The slightly stronger H1 was also reflected during the previous 2017 financial year, so I don’t feel there’s any H2 deterioration to worry about.
Debt was £49m at the start of the financial year, and advanced £32m during H1 and £24m during H2 to £105m. Although additional borrowings are necessary to fund the loans to new customers, I am pleased H2 did not demand as much extra debt as H1.
Regarding extra debt, I am not sure whether the phrase “this rate of investment is expected to slow next year” alludes to customer growth slowing, or simply the business not needing as much extra debt to maintain the present rate of additional customers.
This paragraph is encouraging:
“Whilst this has led to improvements in initial customer quality scores, Advantage’s new industry leading Dealflo system, fully rolled out in the period, has led to a significant improvement in transaction-to-approval rates. We expect this in turn to lead to further growth in high quality business, margin improvement and a gradual reversal in the recent, and historically small, uptick in impairment-to-revenue.”

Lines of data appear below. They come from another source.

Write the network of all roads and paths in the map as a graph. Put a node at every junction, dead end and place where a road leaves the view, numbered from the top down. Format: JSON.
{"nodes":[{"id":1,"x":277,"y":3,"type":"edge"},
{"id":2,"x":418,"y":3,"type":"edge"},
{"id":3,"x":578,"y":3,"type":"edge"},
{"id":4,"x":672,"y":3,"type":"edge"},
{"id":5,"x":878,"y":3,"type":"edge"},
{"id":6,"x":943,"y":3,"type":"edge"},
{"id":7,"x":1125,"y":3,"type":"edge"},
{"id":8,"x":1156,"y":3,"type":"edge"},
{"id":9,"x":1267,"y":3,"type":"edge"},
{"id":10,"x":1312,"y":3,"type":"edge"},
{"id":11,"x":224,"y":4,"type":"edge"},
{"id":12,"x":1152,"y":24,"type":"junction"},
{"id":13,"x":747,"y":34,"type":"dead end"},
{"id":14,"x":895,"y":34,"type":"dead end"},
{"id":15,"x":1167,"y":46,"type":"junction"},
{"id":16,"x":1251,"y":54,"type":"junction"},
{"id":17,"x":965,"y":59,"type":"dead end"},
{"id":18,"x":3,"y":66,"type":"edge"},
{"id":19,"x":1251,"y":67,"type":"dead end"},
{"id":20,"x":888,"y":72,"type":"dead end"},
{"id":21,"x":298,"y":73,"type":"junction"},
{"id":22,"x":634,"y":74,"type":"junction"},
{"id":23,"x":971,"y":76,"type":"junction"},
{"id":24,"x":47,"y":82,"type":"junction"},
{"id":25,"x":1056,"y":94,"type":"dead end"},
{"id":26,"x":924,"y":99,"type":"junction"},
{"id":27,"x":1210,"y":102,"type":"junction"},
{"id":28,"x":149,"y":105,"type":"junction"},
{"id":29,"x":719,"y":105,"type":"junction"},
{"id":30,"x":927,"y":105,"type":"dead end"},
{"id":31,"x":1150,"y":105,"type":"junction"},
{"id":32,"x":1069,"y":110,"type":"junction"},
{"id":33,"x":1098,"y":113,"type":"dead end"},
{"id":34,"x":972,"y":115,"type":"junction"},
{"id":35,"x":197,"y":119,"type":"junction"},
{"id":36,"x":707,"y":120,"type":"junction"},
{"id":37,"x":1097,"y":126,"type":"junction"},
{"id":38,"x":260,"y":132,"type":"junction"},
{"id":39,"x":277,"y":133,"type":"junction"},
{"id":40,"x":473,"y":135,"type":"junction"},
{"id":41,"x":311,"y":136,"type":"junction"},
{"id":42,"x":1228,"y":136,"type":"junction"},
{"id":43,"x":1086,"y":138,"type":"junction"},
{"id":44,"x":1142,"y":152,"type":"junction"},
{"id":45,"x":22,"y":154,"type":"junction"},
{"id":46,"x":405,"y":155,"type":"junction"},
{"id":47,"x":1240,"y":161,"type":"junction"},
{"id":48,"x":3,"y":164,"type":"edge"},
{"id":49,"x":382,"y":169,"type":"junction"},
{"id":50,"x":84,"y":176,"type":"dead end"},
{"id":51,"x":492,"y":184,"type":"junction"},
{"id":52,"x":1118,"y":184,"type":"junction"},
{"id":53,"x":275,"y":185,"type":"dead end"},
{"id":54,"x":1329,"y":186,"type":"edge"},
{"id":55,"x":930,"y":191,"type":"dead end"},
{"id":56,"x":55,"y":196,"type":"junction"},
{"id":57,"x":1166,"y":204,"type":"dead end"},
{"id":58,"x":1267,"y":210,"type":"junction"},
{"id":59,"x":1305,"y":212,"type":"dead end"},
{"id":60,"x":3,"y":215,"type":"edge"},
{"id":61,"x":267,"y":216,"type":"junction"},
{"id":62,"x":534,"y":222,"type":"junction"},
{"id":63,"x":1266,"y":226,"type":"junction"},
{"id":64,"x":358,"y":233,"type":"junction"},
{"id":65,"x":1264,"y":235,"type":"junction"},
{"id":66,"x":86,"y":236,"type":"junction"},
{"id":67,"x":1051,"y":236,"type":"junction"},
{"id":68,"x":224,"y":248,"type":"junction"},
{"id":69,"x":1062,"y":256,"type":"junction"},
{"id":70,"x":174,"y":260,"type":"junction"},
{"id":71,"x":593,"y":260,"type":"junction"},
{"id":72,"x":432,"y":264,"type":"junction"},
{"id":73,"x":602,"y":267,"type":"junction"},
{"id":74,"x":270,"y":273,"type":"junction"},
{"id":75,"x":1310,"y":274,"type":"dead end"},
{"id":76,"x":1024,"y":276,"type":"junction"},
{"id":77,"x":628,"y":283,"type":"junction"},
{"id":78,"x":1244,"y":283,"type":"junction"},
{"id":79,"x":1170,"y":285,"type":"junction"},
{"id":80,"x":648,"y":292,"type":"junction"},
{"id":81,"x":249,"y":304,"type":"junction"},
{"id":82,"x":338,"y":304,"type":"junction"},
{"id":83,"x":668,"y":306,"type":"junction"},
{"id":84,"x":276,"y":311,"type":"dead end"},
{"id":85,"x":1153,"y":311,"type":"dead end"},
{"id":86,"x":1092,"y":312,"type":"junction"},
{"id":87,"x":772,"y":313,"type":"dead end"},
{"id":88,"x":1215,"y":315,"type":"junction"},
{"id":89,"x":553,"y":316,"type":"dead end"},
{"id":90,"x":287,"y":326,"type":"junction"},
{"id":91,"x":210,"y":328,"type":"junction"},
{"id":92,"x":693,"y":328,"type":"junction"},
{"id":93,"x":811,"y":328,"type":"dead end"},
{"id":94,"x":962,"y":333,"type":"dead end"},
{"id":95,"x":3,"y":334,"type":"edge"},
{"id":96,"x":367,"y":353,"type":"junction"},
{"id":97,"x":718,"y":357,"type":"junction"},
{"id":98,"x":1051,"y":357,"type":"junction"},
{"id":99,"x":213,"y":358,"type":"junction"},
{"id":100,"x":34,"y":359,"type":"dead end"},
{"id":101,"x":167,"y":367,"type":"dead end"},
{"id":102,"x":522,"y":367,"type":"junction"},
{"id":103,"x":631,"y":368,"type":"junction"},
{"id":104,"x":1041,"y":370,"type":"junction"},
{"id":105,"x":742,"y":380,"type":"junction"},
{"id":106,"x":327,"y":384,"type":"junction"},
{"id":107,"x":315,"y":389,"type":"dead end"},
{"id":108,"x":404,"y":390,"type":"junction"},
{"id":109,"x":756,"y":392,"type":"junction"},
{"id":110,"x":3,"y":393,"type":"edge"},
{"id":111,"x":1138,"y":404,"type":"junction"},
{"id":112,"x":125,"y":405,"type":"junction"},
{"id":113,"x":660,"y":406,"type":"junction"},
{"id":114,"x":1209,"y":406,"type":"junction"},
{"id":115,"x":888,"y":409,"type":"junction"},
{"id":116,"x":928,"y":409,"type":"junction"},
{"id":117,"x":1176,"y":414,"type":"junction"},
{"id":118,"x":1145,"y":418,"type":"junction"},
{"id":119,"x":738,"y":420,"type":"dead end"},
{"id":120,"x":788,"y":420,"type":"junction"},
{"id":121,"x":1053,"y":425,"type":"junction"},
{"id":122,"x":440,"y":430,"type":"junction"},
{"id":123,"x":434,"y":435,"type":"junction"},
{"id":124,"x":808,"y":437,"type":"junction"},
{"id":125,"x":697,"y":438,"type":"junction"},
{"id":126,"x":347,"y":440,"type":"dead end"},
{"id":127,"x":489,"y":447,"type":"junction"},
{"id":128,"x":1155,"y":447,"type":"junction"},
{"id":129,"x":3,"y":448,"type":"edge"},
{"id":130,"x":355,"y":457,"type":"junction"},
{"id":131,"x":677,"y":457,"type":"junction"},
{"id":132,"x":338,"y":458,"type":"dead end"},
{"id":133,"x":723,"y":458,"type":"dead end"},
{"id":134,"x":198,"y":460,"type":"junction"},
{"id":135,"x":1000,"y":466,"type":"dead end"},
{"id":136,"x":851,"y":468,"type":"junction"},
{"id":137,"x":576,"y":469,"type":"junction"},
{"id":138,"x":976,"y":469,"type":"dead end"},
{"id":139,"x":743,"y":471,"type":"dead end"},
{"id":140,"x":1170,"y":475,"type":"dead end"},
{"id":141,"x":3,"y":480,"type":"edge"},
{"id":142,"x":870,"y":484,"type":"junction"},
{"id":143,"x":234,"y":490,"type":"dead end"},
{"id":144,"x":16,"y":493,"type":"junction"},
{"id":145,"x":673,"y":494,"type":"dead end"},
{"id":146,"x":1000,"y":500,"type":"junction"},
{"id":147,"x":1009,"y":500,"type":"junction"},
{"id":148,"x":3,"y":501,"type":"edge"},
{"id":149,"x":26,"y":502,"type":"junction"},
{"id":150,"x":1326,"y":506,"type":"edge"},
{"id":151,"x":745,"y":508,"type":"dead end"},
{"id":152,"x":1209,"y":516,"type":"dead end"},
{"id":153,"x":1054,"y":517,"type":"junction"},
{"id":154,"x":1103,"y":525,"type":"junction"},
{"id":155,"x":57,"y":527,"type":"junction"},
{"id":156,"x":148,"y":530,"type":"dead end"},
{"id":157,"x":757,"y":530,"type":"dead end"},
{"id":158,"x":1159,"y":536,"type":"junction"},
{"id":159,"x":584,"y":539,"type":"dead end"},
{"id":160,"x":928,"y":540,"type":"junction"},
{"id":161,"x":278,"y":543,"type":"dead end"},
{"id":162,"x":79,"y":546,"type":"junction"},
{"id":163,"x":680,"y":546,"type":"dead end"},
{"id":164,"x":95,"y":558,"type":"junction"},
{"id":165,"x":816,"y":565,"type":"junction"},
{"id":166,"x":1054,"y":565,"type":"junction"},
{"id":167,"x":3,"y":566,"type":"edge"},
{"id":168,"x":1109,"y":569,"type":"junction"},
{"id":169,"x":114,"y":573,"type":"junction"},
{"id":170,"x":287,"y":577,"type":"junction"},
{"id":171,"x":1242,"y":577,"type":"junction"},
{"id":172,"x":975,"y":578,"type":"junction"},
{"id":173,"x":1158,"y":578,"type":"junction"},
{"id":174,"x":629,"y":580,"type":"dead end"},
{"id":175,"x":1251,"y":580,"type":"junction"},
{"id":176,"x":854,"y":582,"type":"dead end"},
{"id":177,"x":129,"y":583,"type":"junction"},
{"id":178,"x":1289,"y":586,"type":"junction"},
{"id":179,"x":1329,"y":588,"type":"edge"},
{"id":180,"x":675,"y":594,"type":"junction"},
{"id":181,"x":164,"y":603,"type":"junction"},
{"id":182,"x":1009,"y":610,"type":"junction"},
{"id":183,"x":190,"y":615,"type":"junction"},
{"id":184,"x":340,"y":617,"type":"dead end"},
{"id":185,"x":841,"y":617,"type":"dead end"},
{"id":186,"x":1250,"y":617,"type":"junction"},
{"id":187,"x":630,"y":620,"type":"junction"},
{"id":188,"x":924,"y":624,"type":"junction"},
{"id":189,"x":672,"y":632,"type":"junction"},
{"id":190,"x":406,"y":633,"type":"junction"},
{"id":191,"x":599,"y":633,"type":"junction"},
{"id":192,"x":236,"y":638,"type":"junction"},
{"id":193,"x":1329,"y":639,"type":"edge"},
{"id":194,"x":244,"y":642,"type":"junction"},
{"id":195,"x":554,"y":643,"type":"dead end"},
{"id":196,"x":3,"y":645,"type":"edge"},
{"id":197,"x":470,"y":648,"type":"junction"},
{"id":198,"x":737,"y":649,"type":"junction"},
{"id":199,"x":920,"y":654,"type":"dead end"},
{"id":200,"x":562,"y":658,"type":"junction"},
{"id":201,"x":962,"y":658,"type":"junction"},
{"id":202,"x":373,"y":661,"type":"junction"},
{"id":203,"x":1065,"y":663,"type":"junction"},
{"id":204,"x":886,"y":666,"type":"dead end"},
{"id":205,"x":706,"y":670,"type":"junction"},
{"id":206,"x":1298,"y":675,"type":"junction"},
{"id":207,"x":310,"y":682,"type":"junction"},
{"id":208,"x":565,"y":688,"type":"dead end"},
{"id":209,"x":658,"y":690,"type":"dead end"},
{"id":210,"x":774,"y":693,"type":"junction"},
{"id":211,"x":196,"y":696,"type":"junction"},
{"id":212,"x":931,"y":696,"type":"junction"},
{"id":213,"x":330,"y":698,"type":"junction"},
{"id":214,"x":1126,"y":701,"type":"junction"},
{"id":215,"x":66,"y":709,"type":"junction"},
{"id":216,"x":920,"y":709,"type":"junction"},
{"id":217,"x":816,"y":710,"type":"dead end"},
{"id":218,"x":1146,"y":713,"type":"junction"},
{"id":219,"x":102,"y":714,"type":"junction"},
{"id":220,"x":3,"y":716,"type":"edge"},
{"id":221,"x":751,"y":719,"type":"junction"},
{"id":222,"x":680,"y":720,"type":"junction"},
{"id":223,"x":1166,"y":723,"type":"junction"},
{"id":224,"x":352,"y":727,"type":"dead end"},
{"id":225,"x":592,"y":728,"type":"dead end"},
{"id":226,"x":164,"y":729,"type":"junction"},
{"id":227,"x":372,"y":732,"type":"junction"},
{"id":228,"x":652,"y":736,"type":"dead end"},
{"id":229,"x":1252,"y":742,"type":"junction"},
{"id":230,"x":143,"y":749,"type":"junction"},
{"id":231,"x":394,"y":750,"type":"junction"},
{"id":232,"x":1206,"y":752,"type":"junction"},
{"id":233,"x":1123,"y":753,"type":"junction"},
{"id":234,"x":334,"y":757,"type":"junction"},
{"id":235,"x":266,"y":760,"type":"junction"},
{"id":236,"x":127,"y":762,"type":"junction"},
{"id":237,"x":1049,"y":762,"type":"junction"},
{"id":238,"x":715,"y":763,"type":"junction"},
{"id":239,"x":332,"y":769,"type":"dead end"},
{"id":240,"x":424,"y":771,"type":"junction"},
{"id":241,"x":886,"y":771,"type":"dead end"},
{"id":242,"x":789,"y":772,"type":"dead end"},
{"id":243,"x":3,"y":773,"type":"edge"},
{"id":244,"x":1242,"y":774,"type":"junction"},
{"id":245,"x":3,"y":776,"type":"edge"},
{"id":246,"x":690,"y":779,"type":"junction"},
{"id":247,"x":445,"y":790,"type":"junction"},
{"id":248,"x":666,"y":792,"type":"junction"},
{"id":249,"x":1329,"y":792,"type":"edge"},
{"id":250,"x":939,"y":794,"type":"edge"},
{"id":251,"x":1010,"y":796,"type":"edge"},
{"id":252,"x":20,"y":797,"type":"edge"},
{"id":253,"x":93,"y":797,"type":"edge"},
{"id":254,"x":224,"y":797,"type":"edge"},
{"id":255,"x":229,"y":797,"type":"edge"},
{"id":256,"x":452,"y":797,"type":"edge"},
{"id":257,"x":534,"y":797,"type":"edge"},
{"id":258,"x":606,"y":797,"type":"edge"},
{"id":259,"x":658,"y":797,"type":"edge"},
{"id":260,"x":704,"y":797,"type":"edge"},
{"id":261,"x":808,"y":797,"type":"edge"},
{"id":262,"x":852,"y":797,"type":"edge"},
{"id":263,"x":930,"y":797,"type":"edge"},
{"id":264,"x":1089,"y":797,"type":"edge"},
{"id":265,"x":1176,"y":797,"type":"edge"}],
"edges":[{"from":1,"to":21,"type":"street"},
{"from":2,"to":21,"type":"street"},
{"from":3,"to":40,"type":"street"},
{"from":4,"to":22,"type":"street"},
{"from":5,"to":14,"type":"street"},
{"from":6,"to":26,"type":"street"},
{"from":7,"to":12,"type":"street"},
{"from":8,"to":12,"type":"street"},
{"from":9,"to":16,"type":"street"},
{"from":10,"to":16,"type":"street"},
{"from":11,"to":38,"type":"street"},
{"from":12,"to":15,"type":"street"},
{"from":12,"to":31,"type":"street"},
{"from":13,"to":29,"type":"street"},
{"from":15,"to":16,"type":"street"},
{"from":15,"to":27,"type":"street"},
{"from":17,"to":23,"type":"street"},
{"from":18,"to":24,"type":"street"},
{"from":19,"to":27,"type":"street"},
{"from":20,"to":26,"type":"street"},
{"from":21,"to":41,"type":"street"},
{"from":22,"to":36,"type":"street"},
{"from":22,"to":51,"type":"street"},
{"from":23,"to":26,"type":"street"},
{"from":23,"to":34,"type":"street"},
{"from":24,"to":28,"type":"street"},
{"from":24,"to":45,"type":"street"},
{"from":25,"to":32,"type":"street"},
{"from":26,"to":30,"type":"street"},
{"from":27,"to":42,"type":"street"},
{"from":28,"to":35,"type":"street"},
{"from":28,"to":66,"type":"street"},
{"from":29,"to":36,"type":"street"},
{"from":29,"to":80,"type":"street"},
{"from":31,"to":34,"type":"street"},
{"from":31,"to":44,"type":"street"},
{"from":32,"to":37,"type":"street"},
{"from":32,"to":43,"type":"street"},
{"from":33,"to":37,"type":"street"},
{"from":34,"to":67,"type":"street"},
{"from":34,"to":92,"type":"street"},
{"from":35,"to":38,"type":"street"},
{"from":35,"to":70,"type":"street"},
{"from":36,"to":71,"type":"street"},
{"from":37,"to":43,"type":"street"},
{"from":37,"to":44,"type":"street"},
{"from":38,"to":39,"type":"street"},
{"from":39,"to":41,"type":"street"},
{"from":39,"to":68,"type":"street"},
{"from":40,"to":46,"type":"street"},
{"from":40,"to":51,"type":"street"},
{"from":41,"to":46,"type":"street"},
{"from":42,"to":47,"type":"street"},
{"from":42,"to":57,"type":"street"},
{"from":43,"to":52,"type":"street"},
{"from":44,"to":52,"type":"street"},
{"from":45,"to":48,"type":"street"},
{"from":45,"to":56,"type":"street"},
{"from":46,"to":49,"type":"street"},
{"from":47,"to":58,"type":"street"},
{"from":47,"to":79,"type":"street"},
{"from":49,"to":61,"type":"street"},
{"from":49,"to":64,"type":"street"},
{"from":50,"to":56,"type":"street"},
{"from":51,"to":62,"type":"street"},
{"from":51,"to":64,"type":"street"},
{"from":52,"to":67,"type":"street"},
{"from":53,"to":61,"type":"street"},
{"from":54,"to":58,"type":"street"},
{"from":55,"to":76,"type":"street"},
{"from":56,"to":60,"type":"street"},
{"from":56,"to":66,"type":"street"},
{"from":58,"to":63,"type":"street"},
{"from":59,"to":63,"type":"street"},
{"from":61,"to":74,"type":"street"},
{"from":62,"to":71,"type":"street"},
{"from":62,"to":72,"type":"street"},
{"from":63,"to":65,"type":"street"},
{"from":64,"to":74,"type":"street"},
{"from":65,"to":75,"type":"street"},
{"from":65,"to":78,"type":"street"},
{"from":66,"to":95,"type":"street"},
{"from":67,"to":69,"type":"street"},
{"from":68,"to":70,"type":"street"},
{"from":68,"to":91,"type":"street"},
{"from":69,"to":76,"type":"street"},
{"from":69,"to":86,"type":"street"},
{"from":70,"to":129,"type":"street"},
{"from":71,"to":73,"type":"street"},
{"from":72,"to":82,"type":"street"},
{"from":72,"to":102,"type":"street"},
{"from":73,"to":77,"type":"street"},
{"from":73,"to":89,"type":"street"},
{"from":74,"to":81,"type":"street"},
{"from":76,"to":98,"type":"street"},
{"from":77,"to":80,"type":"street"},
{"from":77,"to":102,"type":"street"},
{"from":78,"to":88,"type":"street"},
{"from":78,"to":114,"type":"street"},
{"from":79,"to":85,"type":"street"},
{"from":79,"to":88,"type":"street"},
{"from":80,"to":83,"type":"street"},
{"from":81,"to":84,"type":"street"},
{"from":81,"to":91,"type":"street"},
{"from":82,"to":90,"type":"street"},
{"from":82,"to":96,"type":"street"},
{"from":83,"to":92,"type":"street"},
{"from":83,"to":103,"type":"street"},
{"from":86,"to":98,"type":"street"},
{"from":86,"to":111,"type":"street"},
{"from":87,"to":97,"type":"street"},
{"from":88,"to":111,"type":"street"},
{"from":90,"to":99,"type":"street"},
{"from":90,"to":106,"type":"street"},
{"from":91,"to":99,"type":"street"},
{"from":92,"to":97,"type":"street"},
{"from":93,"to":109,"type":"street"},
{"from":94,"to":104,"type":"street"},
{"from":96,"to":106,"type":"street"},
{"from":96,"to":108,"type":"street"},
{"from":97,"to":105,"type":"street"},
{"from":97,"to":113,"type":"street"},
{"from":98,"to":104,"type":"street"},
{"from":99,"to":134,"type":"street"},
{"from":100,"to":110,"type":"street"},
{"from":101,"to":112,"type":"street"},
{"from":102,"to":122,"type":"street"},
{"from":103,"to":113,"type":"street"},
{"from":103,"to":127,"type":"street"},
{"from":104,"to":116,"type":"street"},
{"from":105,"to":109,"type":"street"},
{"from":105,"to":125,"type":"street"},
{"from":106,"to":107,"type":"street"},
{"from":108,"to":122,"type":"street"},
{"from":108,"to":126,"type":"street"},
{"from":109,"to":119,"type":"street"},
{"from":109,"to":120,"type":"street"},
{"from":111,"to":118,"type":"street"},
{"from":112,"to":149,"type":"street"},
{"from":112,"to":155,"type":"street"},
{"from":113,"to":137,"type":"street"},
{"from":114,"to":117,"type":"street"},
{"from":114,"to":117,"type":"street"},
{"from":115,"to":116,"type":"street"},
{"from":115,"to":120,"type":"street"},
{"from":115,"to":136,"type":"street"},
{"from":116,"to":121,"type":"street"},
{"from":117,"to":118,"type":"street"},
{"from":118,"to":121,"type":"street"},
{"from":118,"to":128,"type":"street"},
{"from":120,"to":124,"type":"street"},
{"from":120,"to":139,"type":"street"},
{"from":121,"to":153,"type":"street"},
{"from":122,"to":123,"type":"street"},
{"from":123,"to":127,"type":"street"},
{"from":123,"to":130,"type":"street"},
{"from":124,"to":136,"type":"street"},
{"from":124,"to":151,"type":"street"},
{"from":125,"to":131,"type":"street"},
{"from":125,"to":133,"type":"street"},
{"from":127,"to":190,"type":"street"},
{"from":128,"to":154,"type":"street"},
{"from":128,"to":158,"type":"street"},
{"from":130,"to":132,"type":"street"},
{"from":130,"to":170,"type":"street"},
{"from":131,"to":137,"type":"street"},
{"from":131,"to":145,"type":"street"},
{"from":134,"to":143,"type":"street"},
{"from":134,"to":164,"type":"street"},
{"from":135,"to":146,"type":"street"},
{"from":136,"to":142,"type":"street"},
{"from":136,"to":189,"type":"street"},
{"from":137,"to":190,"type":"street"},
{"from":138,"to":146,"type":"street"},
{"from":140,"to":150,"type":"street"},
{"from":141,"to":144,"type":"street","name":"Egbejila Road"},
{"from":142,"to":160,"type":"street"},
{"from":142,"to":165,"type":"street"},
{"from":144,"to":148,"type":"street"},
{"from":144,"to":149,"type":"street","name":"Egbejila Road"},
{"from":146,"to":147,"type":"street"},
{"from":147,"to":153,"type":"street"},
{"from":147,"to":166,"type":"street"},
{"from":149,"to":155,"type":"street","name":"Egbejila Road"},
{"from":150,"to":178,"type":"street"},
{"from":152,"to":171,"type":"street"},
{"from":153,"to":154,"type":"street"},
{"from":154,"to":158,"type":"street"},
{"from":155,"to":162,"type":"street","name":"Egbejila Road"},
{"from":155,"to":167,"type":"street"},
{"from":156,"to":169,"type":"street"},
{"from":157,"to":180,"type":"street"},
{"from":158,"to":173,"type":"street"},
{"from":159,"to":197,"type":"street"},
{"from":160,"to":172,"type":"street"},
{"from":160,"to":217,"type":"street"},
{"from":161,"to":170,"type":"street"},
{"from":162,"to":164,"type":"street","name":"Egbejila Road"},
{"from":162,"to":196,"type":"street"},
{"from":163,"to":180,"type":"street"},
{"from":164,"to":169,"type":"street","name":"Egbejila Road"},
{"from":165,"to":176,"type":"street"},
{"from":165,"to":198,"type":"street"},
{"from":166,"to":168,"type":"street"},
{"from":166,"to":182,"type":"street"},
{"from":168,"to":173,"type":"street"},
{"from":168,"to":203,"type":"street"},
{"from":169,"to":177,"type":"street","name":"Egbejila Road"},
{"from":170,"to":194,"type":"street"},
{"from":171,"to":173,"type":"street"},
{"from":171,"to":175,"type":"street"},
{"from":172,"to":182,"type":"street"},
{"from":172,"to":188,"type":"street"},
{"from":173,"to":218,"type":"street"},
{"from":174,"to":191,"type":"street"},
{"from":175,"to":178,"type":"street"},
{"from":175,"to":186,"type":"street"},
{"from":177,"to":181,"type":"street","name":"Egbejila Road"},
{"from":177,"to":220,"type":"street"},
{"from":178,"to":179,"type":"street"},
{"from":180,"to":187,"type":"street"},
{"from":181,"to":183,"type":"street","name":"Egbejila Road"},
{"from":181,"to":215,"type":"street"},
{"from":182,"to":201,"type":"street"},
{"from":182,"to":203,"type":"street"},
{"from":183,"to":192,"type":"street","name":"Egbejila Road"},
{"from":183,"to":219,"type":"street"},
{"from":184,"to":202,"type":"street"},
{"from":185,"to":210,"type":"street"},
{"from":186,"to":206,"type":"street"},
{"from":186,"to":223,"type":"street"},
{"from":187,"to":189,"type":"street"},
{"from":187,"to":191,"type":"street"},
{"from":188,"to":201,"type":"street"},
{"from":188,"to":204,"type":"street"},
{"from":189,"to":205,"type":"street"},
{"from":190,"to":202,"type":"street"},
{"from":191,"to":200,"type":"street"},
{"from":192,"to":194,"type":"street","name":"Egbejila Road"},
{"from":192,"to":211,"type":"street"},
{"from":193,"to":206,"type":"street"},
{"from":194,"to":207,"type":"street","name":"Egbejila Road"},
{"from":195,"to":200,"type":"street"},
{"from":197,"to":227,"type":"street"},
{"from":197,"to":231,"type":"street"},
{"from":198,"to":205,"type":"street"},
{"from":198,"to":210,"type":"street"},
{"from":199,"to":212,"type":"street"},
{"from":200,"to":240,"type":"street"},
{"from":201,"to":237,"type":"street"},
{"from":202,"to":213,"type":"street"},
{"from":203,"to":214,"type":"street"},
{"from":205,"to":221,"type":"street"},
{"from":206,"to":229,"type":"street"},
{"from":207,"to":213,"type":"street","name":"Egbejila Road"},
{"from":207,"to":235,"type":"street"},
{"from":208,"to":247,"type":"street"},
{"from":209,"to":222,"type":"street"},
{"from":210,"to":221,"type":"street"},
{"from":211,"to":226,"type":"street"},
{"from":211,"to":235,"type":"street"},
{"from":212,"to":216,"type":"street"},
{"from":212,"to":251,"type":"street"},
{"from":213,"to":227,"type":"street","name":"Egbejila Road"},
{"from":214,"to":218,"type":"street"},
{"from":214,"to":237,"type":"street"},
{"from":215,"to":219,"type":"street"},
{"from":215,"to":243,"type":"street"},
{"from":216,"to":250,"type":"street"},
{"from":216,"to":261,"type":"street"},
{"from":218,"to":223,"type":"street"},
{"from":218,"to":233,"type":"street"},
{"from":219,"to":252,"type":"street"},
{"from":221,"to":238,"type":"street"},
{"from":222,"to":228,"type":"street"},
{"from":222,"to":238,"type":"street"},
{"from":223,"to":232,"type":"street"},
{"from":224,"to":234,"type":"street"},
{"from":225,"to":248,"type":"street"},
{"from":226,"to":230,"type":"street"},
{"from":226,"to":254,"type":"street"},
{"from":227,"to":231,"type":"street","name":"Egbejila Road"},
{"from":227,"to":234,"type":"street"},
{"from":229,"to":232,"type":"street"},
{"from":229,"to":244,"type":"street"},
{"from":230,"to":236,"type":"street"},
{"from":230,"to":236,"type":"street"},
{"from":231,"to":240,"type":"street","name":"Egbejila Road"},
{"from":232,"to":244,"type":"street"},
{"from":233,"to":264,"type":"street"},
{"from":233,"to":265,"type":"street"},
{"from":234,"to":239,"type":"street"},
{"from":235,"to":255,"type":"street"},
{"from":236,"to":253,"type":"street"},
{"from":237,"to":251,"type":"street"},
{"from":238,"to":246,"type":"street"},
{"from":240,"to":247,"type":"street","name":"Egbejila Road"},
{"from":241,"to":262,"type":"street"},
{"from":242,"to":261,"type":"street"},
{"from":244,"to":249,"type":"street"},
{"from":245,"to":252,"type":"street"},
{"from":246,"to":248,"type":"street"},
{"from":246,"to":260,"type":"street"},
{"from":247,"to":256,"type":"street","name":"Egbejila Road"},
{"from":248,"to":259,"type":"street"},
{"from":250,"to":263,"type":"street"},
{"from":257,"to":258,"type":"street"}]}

During 2017, S & U received c750,000 applications of which c240,000 were provisionally approved and c20,000 transacted. So I think I am right in saying the transaction-to-approval rate was 20/240 = 8.3%.
Anyway, I am pleased the new system will apparently lead to a “gradual reversal” of the unfavourable impairment trend seen of late (see my Blog post above).
The dividend news now means the trailing payout is running at 99p per share, up 16% on the 85p per share seen this time last year.
I will update my valuation figures when the full-year results are published in March.